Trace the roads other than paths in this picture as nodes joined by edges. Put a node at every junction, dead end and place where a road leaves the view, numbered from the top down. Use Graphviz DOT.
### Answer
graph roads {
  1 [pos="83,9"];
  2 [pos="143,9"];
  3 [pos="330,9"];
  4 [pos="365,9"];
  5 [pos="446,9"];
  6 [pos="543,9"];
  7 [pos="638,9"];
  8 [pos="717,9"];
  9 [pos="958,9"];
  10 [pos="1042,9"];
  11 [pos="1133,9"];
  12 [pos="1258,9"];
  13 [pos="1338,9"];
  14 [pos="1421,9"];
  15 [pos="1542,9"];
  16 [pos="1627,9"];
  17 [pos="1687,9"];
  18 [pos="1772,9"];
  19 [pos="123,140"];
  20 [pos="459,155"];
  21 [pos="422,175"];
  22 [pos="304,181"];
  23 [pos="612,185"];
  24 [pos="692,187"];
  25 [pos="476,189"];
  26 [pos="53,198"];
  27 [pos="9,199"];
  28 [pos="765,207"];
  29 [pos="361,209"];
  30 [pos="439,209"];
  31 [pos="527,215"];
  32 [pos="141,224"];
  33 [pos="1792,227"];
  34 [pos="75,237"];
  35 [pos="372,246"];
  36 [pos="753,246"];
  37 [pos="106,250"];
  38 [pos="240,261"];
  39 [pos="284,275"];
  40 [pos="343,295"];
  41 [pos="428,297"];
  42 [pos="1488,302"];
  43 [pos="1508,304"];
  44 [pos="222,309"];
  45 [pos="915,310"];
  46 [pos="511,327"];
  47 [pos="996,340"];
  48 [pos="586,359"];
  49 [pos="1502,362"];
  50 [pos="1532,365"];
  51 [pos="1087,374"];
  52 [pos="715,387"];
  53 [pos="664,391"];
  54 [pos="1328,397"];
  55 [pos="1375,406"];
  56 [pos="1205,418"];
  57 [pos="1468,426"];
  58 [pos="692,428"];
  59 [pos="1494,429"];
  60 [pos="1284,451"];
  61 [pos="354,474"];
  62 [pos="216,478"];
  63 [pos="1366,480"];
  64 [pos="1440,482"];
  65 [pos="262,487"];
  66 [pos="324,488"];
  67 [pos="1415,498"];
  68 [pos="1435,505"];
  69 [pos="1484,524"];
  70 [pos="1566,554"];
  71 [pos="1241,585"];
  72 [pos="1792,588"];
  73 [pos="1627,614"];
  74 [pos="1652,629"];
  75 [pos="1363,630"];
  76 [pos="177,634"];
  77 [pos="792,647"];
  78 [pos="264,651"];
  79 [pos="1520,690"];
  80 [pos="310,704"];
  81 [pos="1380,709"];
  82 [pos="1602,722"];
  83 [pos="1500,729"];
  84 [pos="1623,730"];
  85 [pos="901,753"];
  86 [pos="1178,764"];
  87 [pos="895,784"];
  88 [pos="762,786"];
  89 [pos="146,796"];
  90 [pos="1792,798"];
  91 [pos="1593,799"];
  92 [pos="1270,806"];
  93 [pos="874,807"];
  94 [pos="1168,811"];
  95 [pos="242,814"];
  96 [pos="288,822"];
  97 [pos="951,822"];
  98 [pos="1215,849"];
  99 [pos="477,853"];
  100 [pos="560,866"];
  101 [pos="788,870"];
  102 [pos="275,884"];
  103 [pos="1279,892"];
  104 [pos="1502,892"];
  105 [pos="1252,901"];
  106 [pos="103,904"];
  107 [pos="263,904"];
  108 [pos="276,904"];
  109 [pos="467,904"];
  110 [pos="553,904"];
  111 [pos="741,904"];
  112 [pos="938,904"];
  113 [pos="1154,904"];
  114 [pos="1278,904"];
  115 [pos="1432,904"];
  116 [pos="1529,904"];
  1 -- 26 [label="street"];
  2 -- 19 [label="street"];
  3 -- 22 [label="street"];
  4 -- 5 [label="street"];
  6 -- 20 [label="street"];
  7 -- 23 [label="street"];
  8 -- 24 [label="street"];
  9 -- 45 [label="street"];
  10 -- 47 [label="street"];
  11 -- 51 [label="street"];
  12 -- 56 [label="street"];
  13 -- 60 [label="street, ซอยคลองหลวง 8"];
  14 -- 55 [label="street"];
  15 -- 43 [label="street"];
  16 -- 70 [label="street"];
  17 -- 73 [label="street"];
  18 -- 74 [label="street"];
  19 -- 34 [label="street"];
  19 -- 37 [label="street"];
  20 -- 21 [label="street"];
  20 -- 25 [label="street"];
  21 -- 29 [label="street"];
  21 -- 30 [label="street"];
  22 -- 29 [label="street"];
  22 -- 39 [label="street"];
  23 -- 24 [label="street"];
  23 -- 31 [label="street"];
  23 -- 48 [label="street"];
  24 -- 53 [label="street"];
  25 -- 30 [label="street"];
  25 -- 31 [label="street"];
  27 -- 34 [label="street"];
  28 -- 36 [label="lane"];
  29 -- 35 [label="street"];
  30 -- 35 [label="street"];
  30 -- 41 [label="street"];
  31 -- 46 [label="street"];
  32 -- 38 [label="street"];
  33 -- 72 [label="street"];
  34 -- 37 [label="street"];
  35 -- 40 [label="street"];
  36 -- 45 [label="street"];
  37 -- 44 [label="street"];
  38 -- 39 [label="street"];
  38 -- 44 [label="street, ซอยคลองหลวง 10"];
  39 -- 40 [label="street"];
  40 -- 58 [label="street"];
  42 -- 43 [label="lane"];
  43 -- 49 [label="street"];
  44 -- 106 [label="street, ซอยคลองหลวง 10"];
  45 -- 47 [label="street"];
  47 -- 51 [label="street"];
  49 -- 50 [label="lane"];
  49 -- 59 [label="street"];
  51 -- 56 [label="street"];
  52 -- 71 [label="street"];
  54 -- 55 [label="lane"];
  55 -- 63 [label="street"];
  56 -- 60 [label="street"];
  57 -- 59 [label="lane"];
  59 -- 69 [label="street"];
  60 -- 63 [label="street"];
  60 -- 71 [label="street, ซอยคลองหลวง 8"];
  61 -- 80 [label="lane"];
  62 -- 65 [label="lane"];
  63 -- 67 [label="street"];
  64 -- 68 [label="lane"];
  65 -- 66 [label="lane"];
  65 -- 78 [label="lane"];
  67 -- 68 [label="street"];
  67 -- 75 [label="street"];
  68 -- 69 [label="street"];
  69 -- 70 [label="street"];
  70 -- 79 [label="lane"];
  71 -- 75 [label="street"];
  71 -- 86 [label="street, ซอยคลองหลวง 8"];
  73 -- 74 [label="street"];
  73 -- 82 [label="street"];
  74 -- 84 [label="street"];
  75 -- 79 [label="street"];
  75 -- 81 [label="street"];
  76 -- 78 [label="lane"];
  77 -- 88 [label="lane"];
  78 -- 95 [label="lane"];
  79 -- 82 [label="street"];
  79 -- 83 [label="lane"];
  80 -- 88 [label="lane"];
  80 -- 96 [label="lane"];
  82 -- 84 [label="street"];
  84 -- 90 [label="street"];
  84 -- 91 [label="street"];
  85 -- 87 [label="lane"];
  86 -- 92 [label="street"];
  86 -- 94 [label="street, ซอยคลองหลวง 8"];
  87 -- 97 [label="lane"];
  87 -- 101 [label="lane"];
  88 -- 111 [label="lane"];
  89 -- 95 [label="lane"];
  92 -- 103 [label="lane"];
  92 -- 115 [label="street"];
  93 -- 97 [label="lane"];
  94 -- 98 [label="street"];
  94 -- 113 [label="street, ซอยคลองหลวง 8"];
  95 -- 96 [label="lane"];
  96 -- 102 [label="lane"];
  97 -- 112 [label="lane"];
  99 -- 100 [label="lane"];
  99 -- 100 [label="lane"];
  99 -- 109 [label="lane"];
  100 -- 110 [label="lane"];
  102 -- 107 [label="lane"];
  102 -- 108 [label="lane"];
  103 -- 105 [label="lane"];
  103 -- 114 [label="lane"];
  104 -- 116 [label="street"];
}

::::

WHAT YOU HAVE TO DO |
Reproduce all of the entries above verbatim.

OUTPUT FOR THIS TASK |
Trace the roads other than paths in this picture as nodes joined by edges. Put a node at every junction, dead end and place where a road leaves the view, numbered from the top down. Use Graphviz DOT.
### Answer
graph roads {
  1 [pos="83,9"];
  2 [pos="143,9"];
  3 [pos="330,9"];
  4 [pos="365,9"];
  5 [pos="446,9"];
  6 [pos="543,9"];
  7 [pos="638,9"];
  8 [pos="717,9"];
  9 [pos="958,9"];
  10 [pos="1042,9"];
  11 [pos="1133,9"];
  12 [pos="1258,9"];
  13 [pos="1338,9"];
  14 [pos="1421,9"];
  15 [pos="1542,9"];
  16 [pos="1627,9"];
  17 [pos="1687,9"];
  18 [pos="1772,9"];
  19 [pos="123,140"];
  20 [pos="459,155"];
  21 [pos="422,175"];
  22 [pos="304,181"];
  23 [pos="612,185"];
  24 [pos="692,187"];
  25 [pos="476,189"];
  26 [pos="53,198"];
  27 [pos="9,199"];
  28 [pos="765,207"];
  29 [pos="361,209"];
  30 [pos="439,209"];
  31 [pos="527,215"];
  32 [pos="141,224"];
  33 [pos="1792,227"];
  34 [pos="75,237"];
  35 [pos="372,246"];
  36 [pos="753,246"];
  37 [pos="106,250"];
  38 [pos="240,261"];
  39 [pos="284,275"];
  40 [pos="343,295"];
  41 [pos="428,297"];
  42 [pos="1488,302"];
  43 [pos="1508,304"];
  44 [pos="222,309"];
  45 [pos="915,310"];
  46 [pos="511,327"];
  47 [pos="996,340"];
  48 [pos="586,359"];
  49 [pos="1502,362"];
  50 [pos="1532,365"];
  51 [pos="1087,374"];
  52 [pos="715,387"];
  53 [pos="664,391"];
  54 [pos="1328,397"];
  55 [pos="1375,406"];
  56 [pos="1205,418"];
  57 [pos="1468,426"];
  58 [pos="692,428"];
  59 [pos="1494,429"];
  60 [pos="1284,451"];
  61 [pos="354,474"];
  62 [pos="216,478"];
  63 [pos="1366,480"];
  64 [pos="1440,482"];
  65 [pos="262,487"];
  66 [pos="324,488"];
  67 [pos="1415,498"];
  68 [pos="1435,505"];
  69 [pos="1484,524"];
  70 [pos="1566,554"];
  71 [pos="1241,585"];
  72 [pos="1792,588"];
  73 [pos="1627,614"];
  74 [pos="1652,629"];
  75 [pos="1363,630"];
  76 [pos="177,634"];
  77 [pos="792,647"];
  78 [pos="264,651"];
  79 [pos="1520,690"];
  80 [pos="310,704"];
  81 [pos="1380,709"];
  82 [pos="1602,722"];
  83 [pos="1500,729"];
  84 [pos="1623,730"];
  85 [pos="901,753"];
  86 [pos="1178,764"];
  87 [pos="895,784"];
  88 [pos="762,786"];
  89 [pos="146,796"];
  90 [pos="1792,798"];
  91 [pos="1593,799"];
  92 [pos="1270,806"];
  93 [pos="874,807"];
  94 [pos="1168,811"];
  95 [pos="242,814"];
  96 [pos="288,822"];
  97 [pos="951,822"];
  98 [pos="1215,849"];
  99 [pos="477,853"];
  100 [pos="560,866"];
  101 [pos="788,870"];
  102 [pos="275,884"];
  103 [pos="1279,892"];
  104 [pos="1502,892"];
  105 [pos="1252,901"];
  106 [pos="103,904"];
  107 [pos="263,904"];
  108 [pos="276,904"];
  109 [pos="467,904"];
  110 [pos="553,904"];
  111 [pos="741,904"];
  112 [pos="938,904"];
  113 [pos="1154,904"];
  114 [pos="1278,904"];
  115 [pos="1432,904"];
  116 [pos="1529,904"];
  1 -- 26 [label="street"];
  2 -- 19 [label="street"];
  3 -- 22 [label="street"];
  4 -- 5 [label="street"];
  6 -- 20 [label="street"];
  7 -- 23 [label="street"];
  8 -- 24 [label="street"];
  9 -- 45 [label="street"];
  10 -- 47 [label="street"];
  11 -- 51 [label="street"];
  12 -- 56 [label="street"];
  13 -- 60 [label="street, ซอยคลองหลวง 8"];
  14 -- 55 [label="street"];
  15 -- 43 [label="street"];
  16 -- 70 [label="street"];
  17 -- 73 [label="street"];
  18 -- 74 [label="street"];
  19 -- 34 [label="street"];
  19 -- 37 [label="street"];
  20 -- 21 [label="street"];
  20 -- 25 [label="street"];
  21 -- 29 [label="street"];
  21 -- 30 [label="street"];
  22 -- 29 [label="street"];
  22 -- 39 [label="street"];
  23 -- 24 [label="street"];
  23 -- 31 [label="street"];
  23 -- 48 [label="street"];
  24 -- 53 [label="street"];
  25 -- 30 [label="street"];
  25 -- 31 [label="street"];
  27 -- 34 [label="street"];
  28 -- 36 [label="lane"];
  29 -- 35 [label="street"];
  30 -- 35 [label="street"];
  30 -- 41 [label="street"];
  31 -- 46 [label="street"];
  32 -- 38 [label="street"];
  33 -- 72 [label="street"];
  34 -- 37 [label="street"];
  35 -- 40 [label="street"];
  36 -- 45 [label="street"];
  37 -- 44 [label="street"];
  38 -- 39 [label="street"];
  38 -- 44 [label="street, ซอยคลองหลวง 10"];
  39 -- 40 [label="street"];
  40 -- 58 [label="street"];
  42 -- 43 [label="lane"];
  43 -- 49 [label="street"];
  44 -- 106 [label="street, ซอยคลองหลวง 10"];
  45 -- 47 [label="street"];
  47 -- 51 [label="street"];
  49 -- 50 [label="lane"];
  49 -- 59 [label="street"];
  51 -- 56 [label="street"];
  52 -- 71 [label="street"];
  54 -- 55 [label="lane"];
  55 -- 63 [label="street"];
  56 -- 60 [label="street"];
  57 -- 59 [label="lane"];
  59 -- 69 [label="street"];
  60 -- 63 [label="street"];
  60 -- 71 [label="street, ซอยคลองหลวง 8"];
  61 -- 80 [label="lane"];
  62 -- 65 [label="lane"];
  63 -- 67 [label="street"];
  64 -- 68 [label="lane"];
  65 -- 66 [label="lane"];
  65 -- 78 [label="lane"];
  67 -- 68 [label="street"];
  67 -- 75 [label="street"];
  68 -- 69 [label="street"];
  69 -- 70 [label="street"];
  70 -- 79 [label="lane"];
  71 -- 75 [label="street"];
  71 -- 86 [label="street, ซอยคลองหลวง 8"];
  73 -- 74 [label="street"];
  73 -- 82 [label="street"];
  74 -- 84 [label="street"];
  75 -- 79 [label="street"];
  75 -- 81 [label="street"];
  76 -- 78 [label="lane"];
  77 -- 88 [label="lane"];
  78 -- 95 [label="lane"];
  79 -- 82 [label="street"];
  79 -- 83 [label="lane"];
  80 -- 88 [label="lane"];
  80 -- 96 [label="lane"];
  82 -- 84 [label="street"];
  84 -- 90 [label="street"];
  84 -- 91 [label="street"];
  85 -- 87 [label="lane"];
  86 -- 92 [label="street"];
  86 -- 94 [label="street, ซอยคลองหลวง 8"];
  87 -- 97 [label="lane"];
  87 -- 101 [label="lane"];
  88 -- 111 [label="lane"];
  89 -- 95 [label="lane"];
  92 -- 103 [label="lane"];
  92 -- 115 [label="street"];
  93 -- 97 [label="lane"];
  94 -- 98 [label="street"];
  94 -- 113 [label="street, ซอยคลองหลวง 8"];
  95 -- 96 [label="lane"];
  96 -- 102 [label="lane"];
  97 -- 112 [label="lane"];
  99 -- 100 [label="lane"];
  99 -- 100 [label="lane"];
  99 -- 109 [label="lane"];
  100 -- 110 [label="lane"];
  102 -- 107 [label="lane"];
  102 -- 108 [label="lane"];
  103 -- 105 [label="lane"];
  103 -- 114 [label="lane"];
  104 -- 116 [label="street"];
}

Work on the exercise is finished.